Phenacetin O-deethylation by human liver microsomes in vitro: inhibition by chemical probes, SSRI antidepressants, nefazodone and venlafaxine

Abstract

Biotransformation of phenacetin via O-deethylation to acetaminophen, an index reaction reflecting activity of Cytochrome P450-1A2, was studied in microsomal preparations from a series of human livers. Acetaminophen formation was consistent with a double Michaelis-Menten system, with low-K_m (mean K_m1 = 68 μM) and high-K_m (mean K_m2 = 7691 μM) components. The low-K_m enzyme accounted for an average of 96% of estimated intrinsic clearance, and was predicted to contribute more than 50% of net reaction velocity at phenacetin concentrations less than 2000 μM. Among index inhibitor probes, α-naphthoflavone was a highly potent inhibitor of the low-K_m enzyme (K_i1 = 0.013 μM); furafylline also was a moderately active inhibitor (K_i1 = 4.4 μM), but its inhibiting potency was increased by preincubation with microsomes. Ketoconazole was a relatively weak inhibitor (K_i1 = 32 μM); quinidine and cimetidine showed minimal inhibiting activity. Among six selective serotonin reuptake inhibitor (SSRI) antidepressants, fluvoxamine was a potent inhibitor of 1A2 (mean K_i1 = 0.24 μM). The other SSRIs were more than tenfold less potent.

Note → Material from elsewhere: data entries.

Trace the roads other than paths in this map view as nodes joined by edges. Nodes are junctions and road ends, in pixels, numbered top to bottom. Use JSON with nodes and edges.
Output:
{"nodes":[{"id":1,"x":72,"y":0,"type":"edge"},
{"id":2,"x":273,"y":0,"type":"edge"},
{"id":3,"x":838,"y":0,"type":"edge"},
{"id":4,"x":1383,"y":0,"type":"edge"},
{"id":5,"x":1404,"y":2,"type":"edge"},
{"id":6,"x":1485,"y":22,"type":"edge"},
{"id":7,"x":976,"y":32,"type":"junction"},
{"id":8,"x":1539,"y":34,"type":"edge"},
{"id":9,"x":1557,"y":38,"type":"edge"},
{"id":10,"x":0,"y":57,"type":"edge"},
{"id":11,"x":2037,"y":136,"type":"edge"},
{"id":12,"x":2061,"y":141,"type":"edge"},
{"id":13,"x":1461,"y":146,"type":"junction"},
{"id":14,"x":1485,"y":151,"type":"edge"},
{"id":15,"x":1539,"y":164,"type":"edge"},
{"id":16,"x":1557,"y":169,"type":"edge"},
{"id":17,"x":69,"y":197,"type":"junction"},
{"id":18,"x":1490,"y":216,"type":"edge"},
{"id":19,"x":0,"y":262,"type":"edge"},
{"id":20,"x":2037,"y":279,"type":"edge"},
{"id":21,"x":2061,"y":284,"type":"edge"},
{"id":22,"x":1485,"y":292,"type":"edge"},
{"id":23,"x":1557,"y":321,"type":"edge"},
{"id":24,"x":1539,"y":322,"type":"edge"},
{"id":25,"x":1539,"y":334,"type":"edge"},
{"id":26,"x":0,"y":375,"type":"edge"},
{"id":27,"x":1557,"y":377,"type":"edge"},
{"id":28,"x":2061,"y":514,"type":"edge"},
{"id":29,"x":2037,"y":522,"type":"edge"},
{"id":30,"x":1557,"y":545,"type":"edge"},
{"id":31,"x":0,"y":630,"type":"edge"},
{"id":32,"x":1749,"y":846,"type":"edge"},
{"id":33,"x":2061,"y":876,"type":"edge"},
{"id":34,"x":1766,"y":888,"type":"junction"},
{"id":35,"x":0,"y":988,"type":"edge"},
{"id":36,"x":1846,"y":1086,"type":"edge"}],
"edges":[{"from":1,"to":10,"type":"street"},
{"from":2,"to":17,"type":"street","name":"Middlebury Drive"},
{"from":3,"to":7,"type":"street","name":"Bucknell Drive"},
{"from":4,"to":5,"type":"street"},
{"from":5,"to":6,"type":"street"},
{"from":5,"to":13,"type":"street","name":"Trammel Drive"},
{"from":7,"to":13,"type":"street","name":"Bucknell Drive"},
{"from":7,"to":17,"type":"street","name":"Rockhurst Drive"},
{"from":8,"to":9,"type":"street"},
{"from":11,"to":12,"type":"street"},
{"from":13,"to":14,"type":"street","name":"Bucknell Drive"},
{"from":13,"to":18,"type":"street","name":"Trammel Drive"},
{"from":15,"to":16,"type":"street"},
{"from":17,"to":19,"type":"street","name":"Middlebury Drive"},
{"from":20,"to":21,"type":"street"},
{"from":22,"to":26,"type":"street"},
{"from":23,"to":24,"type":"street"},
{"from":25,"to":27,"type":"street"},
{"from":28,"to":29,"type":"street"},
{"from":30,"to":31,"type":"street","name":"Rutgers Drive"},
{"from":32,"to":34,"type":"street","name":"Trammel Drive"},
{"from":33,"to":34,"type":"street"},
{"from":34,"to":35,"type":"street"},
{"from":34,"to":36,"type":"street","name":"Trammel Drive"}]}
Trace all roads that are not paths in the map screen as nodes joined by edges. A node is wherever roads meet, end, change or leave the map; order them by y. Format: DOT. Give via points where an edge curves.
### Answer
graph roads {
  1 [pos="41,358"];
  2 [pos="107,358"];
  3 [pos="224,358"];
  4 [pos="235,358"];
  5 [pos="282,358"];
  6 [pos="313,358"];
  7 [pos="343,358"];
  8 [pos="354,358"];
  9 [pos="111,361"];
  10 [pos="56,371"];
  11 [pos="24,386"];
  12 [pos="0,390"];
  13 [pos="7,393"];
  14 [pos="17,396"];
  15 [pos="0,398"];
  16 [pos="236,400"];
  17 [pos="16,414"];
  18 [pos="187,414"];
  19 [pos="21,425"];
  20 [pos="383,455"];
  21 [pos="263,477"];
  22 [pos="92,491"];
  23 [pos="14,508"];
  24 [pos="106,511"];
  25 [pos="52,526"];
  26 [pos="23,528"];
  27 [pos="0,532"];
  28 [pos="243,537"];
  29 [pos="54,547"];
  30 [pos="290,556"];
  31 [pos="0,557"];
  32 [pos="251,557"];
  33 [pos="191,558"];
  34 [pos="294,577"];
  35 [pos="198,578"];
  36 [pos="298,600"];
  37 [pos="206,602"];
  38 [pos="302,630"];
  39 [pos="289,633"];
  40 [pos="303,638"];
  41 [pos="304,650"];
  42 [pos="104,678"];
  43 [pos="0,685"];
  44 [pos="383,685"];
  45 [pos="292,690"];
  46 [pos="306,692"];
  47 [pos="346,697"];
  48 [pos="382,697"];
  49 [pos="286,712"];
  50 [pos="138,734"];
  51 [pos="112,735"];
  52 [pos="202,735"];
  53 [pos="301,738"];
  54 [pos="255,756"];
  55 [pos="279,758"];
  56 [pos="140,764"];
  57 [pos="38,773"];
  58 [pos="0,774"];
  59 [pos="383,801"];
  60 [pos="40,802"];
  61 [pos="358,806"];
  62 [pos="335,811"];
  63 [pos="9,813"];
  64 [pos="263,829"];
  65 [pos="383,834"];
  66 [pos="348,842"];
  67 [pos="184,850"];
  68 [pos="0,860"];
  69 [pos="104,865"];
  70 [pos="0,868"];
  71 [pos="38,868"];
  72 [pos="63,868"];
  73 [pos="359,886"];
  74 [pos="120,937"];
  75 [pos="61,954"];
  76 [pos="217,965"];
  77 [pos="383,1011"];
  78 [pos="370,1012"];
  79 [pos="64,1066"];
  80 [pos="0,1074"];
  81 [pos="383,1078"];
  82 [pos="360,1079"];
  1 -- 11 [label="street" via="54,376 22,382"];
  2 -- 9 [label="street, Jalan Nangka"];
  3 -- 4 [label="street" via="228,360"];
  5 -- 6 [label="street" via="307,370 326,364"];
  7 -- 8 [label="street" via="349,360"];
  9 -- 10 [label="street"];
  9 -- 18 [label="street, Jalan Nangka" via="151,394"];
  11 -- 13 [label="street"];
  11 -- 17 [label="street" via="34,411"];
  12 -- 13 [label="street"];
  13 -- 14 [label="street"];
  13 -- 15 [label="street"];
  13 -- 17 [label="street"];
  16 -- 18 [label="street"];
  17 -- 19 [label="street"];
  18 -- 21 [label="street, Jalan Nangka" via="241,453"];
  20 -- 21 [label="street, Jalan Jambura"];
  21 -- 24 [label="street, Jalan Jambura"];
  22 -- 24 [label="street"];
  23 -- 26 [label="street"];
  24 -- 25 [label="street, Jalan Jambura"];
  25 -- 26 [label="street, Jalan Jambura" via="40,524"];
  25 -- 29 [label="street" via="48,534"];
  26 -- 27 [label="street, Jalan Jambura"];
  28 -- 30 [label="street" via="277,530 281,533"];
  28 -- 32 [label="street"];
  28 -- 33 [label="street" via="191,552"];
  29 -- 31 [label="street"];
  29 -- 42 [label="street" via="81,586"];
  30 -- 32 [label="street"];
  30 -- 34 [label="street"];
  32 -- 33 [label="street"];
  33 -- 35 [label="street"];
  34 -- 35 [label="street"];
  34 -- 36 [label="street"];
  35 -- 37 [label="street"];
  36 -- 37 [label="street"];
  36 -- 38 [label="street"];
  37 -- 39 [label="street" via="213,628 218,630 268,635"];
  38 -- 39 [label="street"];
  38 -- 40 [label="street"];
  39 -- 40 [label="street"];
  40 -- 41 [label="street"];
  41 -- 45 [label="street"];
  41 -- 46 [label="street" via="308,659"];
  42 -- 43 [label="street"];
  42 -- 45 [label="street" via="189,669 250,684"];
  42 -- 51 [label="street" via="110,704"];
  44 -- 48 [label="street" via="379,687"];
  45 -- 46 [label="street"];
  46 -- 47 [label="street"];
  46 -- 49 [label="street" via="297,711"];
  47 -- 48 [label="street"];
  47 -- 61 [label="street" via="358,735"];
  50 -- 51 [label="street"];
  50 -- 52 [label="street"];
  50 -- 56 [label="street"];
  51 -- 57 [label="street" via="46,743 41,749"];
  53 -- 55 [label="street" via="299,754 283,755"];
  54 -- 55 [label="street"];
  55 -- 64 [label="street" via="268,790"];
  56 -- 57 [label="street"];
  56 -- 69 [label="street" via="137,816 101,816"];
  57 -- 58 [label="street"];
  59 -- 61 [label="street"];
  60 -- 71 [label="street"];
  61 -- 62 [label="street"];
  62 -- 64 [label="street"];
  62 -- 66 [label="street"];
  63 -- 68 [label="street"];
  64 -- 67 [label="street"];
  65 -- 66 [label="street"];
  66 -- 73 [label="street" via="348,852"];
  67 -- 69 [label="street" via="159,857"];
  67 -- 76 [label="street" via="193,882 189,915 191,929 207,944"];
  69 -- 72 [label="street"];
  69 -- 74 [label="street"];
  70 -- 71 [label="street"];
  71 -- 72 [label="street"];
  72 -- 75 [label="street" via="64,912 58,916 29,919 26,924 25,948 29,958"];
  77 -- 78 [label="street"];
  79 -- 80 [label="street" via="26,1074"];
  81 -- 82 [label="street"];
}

Mean K_i1 values were: fluoxetine, 4.4 μM; norfluoxetine, 15.9 μM; sertraline, 8.8 μM; desmethylsertraline, 9.5μM; paroxetine, 5.5 μM. The antidepressant nefazodone and four of its metabolites (meta-chloro-phenylpiperazine, two hydroxylated derivatives, and a triazoledione) were very weak inhibitors of P450-1A2. Venlafaxine and its O- and N-desmethyl metabolites showed minimal inhibitory activity.